↓↓↓

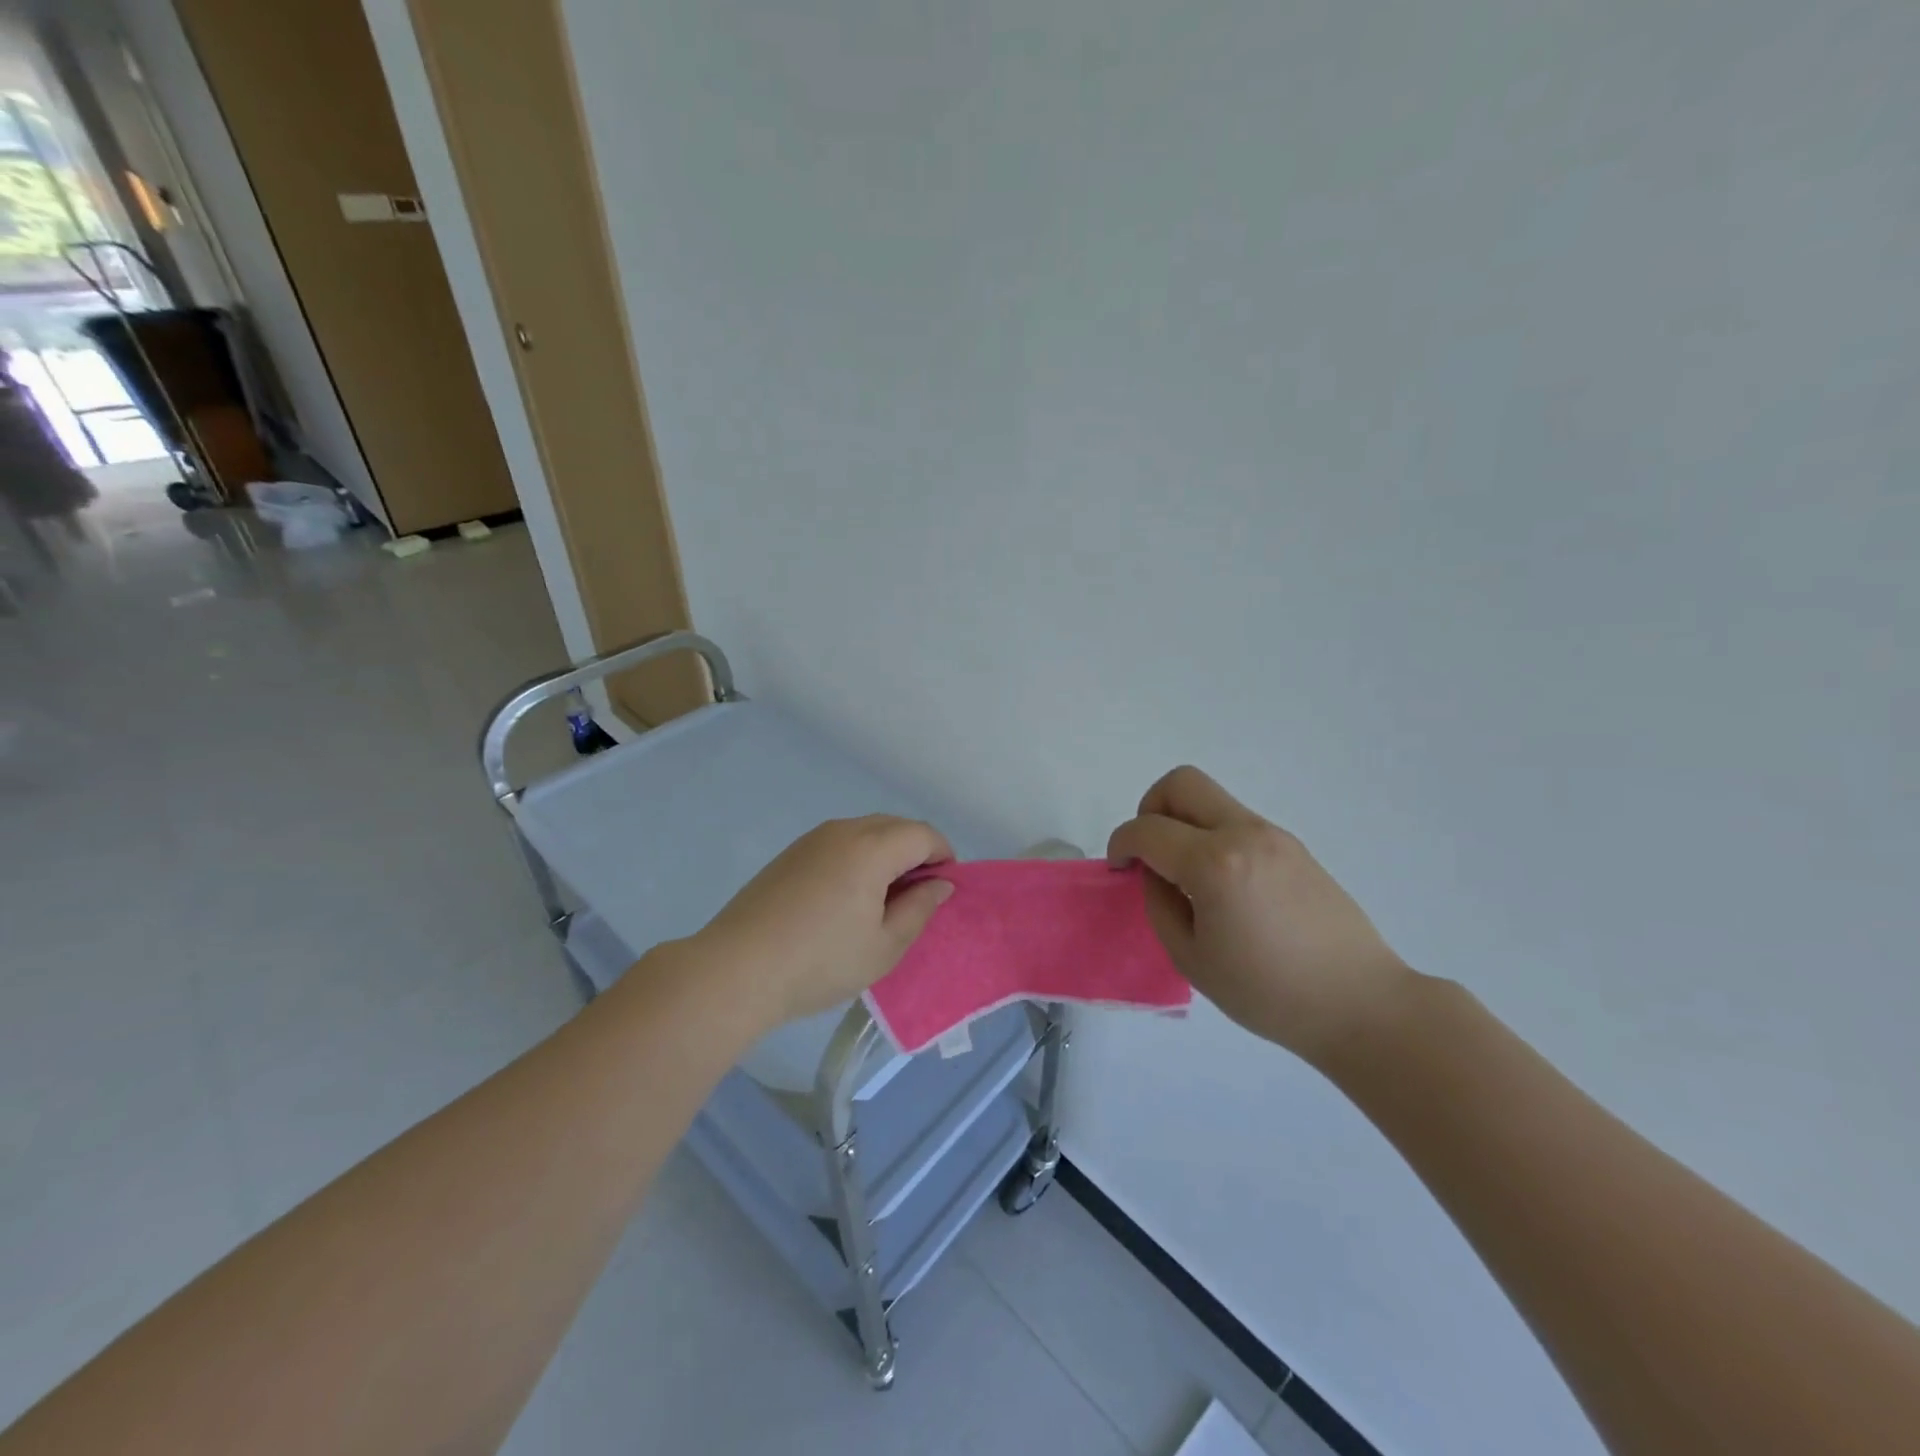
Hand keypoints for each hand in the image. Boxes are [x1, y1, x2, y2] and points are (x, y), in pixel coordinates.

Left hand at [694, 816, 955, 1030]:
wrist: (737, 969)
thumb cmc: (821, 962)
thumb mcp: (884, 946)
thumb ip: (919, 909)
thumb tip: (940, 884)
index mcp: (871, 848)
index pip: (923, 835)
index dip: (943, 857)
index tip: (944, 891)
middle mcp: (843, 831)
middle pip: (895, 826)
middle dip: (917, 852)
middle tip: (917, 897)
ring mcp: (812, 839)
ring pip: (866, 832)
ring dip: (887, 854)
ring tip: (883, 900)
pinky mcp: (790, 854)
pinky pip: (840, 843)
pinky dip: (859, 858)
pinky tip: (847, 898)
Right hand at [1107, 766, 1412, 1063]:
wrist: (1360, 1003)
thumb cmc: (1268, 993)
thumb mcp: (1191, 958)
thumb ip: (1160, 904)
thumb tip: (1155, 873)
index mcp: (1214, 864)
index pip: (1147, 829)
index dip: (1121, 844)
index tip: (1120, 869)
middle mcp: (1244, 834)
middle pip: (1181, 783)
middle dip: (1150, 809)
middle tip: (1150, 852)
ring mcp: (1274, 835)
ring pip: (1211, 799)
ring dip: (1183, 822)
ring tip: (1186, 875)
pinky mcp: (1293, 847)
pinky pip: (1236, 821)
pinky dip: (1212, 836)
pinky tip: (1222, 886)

↑↑↑
↓↓↓

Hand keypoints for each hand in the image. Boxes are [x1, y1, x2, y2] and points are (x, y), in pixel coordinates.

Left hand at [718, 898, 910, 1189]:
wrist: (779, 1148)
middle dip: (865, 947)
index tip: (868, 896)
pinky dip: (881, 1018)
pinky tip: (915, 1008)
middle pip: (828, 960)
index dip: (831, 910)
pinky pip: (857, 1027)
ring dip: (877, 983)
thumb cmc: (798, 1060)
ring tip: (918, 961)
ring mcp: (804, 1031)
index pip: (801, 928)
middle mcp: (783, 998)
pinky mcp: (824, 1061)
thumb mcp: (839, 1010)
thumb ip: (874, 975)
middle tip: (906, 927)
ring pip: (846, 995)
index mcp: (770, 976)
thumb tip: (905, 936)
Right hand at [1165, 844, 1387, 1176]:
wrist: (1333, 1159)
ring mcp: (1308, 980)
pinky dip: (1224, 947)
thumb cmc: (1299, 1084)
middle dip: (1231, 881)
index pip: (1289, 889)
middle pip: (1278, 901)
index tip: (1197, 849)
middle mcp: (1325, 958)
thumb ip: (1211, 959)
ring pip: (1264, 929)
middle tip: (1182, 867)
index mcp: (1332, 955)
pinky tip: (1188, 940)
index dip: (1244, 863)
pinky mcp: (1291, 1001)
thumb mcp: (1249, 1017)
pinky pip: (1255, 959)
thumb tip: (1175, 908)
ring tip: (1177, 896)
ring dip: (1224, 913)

↑↑↑
↓↓↓

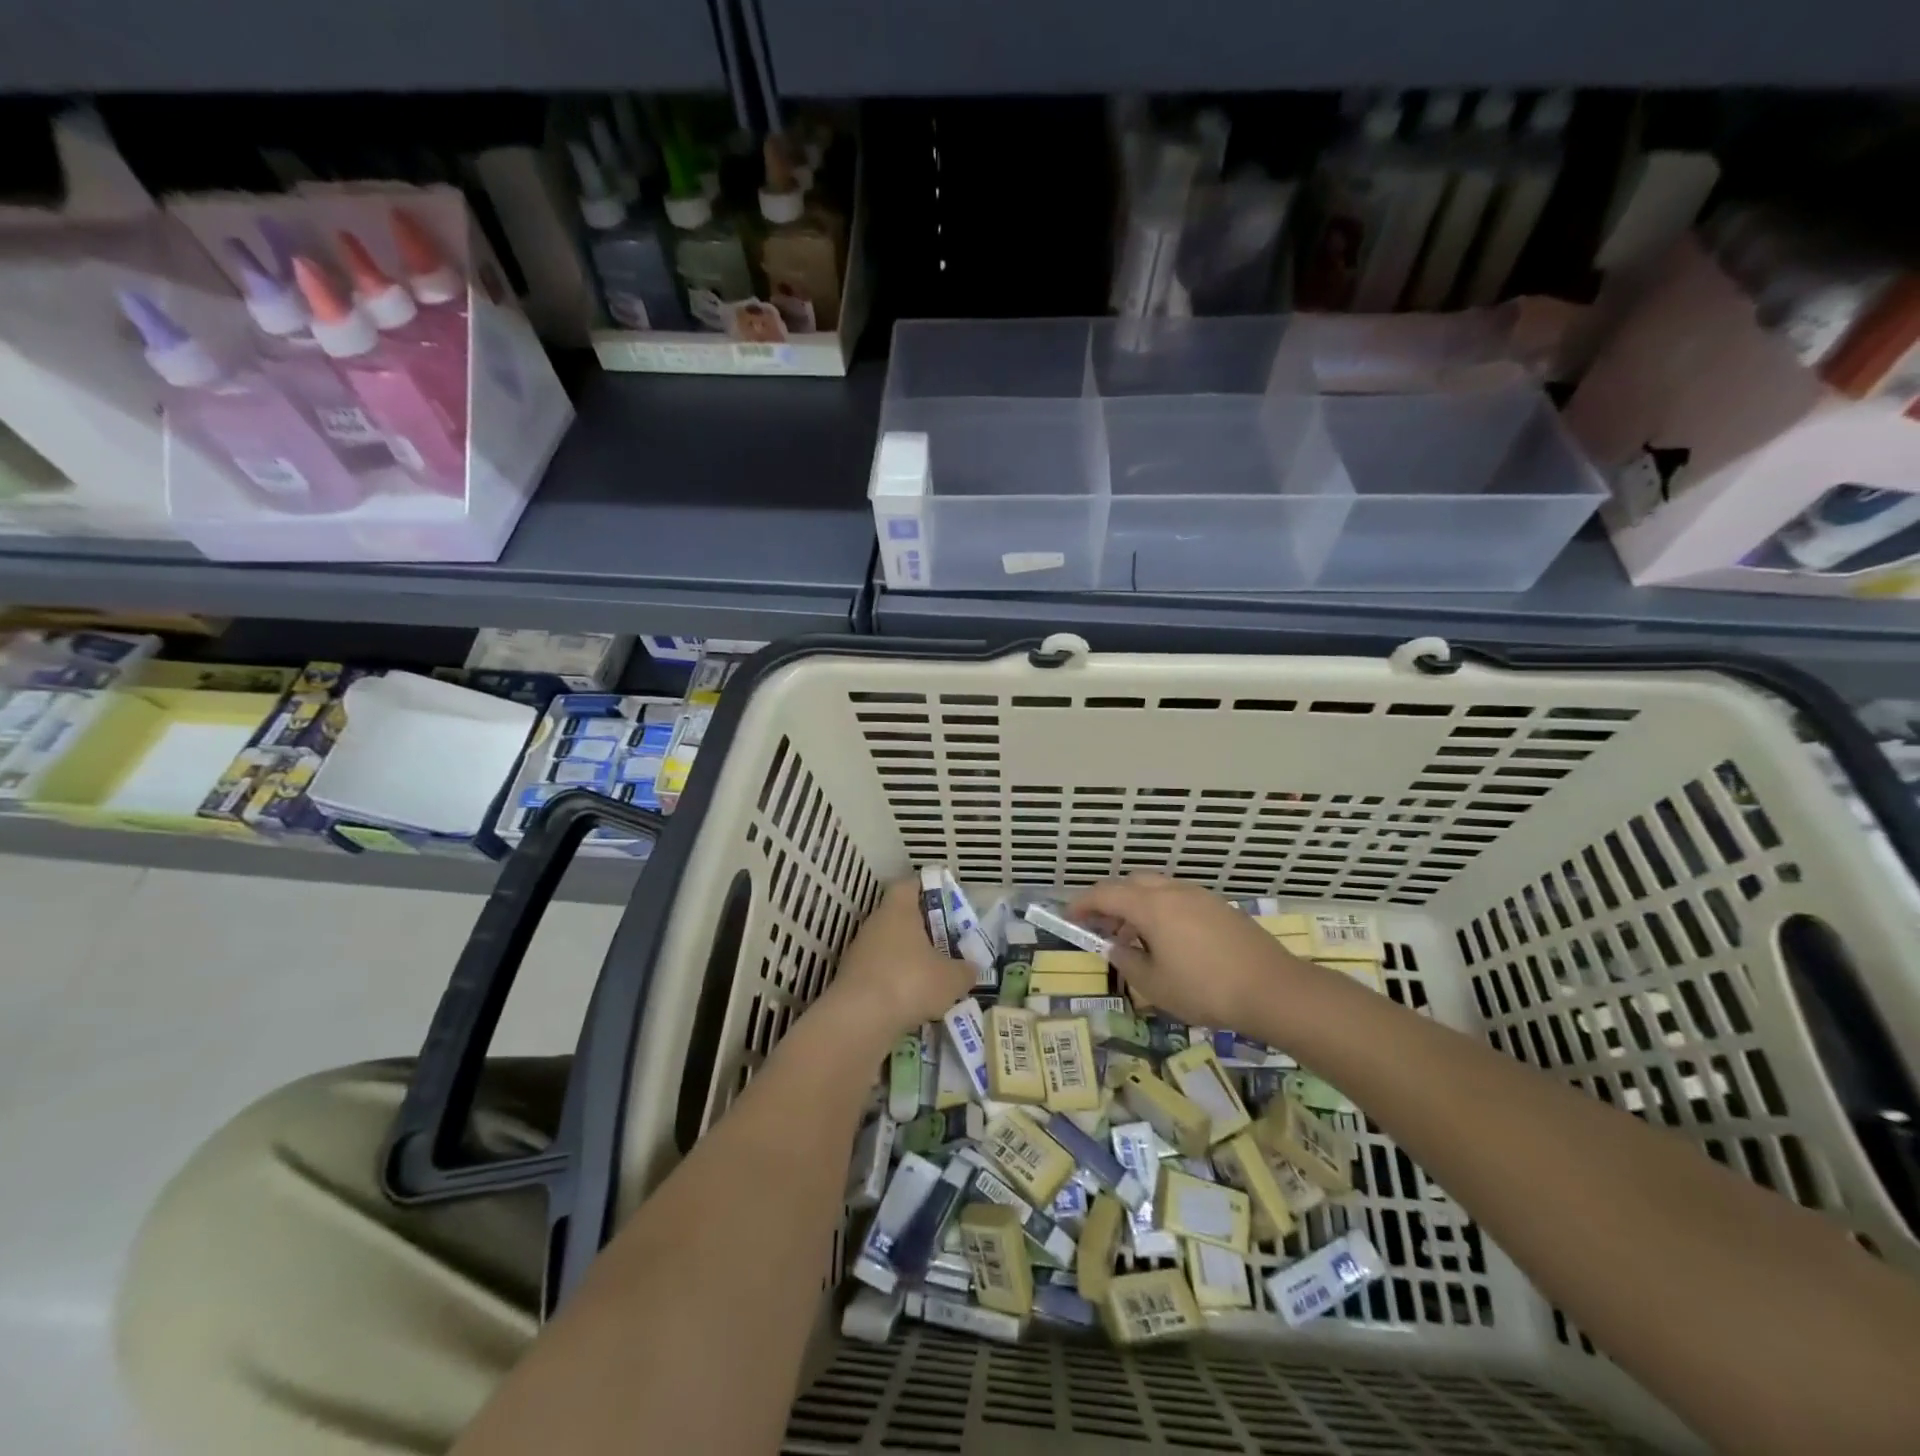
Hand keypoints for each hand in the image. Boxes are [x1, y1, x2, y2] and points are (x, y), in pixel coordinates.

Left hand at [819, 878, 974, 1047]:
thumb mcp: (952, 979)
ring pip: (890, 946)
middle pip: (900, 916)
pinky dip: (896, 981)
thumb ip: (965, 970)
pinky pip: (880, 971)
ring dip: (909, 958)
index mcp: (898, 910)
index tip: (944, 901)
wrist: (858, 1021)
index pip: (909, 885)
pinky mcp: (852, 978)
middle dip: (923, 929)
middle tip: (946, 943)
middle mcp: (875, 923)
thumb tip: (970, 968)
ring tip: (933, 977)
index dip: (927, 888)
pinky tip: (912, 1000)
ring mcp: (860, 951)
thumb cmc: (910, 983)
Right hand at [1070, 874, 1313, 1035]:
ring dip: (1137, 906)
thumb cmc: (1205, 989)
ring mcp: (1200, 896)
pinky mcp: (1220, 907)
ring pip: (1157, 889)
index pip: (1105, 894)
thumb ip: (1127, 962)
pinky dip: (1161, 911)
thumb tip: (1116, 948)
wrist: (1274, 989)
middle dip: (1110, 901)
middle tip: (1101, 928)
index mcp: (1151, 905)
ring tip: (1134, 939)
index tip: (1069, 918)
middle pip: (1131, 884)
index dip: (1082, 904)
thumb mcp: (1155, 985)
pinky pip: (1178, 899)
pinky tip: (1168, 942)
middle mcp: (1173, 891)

↑↑↑

**PROBLEM DESCRIPTION:** Working from the records above, tally the lines that contain "wrist" and give only the total.

**OUTPUT:** 6